Former mayor Rudolph Giuliani will need more than one speech in more than one state to more than one firefighters' gathering to neutralize attacks from the national union. Every extra day former senator Fred Thompson spends "testing the waters" turns another batch of potential supporters into prunes.
Defense Secretary Robert Gates and Ambassador Ryan Crocker are straying a little too close to the delicate truth to argue effectively for the president's Iraq strategy. And other than the Pentagon press office, the only folks more pleased with the Defense Department's attack on Sen. Hillary Rodham Clinton work for Senator Clinton.
The blistering letter sent by the Pentagon to Clinton yesterday is an interesting window into how Bush administration officials plan to fight what's left of the political battle over Iraq. It's no longer enough to make the case for staying to the public, or to make it directly to lawmakers in meetings and briefings. Instead, they respond to a two-month-old letter to make familiar, hollow arguments that makes the battle personal between Bush and the Democratic presidential front-runner. With that, they've abandoned hope of recapturing the middle, and instead are making their push to stay in Iraq a call-to-arms for a weary base.
The letter from Undersecretary of Defense Eric Edelman flatly suggests that Clinton, D-N.Y., is encouraging "enemy propaganda" by having the temerity to suggest that the administration start planning to withdraw troops.

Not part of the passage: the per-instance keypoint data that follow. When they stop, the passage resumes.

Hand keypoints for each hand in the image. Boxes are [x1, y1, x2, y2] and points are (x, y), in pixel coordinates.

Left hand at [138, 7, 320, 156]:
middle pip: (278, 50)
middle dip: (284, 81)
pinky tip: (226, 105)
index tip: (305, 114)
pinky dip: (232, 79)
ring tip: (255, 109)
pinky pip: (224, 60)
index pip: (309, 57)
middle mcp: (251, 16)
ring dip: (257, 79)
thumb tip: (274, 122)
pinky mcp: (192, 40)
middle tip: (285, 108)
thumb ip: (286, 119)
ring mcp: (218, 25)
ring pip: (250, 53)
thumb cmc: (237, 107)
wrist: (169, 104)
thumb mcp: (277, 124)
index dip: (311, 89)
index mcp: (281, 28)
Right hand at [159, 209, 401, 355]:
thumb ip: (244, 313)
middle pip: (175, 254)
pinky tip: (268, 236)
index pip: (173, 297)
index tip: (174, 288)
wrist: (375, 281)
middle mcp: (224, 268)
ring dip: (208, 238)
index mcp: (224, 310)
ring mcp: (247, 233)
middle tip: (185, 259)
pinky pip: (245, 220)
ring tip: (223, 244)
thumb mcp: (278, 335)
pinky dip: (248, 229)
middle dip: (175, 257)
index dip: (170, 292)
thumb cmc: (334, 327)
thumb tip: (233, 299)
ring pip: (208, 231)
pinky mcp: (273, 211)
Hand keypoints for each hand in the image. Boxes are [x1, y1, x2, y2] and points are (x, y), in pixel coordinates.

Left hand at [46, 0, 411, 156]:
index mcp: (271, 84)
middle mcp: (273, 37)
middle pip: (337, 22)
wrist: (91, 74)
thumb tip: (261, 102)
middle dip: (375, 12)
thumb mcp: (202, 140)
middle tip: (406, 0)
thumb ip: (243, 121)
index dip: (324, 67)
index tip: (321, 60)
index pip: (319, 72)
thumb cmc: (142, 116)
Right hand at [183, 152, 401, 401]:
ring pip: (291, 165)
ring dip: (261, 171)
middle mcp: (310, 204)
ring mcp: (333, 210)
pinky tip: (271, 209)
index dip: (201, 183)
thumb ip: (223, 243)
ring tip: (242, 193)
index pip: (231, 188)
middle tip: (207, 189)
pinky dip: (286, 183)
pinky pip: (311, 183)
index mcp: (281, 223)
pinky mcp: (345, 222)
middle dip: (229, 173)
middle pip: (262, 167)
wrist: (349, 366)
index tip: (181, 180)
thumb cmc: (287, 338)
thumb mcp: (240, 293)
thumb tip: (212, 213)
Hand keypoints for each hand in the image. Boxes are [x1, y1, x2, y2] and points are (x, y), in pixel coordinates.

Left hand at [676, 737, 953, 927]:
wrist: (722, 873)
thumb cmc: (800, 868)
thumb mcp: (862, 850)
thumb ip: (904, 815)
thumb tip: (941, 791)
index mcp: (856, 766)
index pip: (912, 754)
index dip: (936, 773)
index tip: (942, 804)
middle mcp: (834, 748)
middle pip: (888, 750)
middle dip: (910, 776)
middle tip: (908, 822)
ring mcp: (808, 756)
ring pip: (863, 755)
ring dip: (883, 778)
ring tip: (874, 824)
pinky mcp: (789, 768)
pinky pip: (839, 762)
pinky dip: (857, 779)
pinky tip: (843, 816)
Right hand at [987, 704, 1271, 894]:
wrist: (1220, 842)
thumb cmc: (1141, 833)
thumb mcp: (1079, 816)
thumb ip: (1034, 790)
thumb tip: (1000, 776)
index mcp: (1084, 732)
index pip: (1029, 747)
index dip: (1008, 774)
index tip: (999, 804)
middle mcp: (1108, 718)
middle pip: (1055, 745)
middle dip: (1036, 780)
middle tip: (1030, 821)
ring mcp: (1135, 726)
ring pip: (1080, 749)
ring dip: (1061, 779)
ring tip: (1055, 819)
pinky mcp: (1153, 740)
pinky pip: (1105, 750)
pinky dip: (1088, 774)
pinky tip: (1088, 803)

Senator Clinton told ABC's Jake Tapper that the letter was "outrageous and offensive," calling it an attempt to "impugn the patriotism of those of us who are asking hard questions." "I've been hearing that there was intense pressure from the vice president's office and other places that the kind of detailed planning that's necessary to take our troops out safely was just not a priority," she said.
Will the administration's tactic hold back wavering Republicans? Yesterday's Senate Foreign Relations Committee hearing would suggest not: "senators from both parties are beginning to openly question whether the Pentagon has undertaken sufficiently serious planning for a US withdrawal of troops, whenever that is to happen," Tapper reports.
And with Secretary Gates in tears talking about the human toll of the war, Ambassador Crocker won't be rewarded for honesty when he delivers lines like this, particularly as US generals plead for additional months to see if the "surge" is working: "We are buying time at a cost of the lives of our soldiers," Crocker told lawmakers, per ABC's Z. Byron Wolf. His one word to describe the atmosphere in Iraq? "Fear," Crocker said. Wait, did somebody say, "enemy propaganda"?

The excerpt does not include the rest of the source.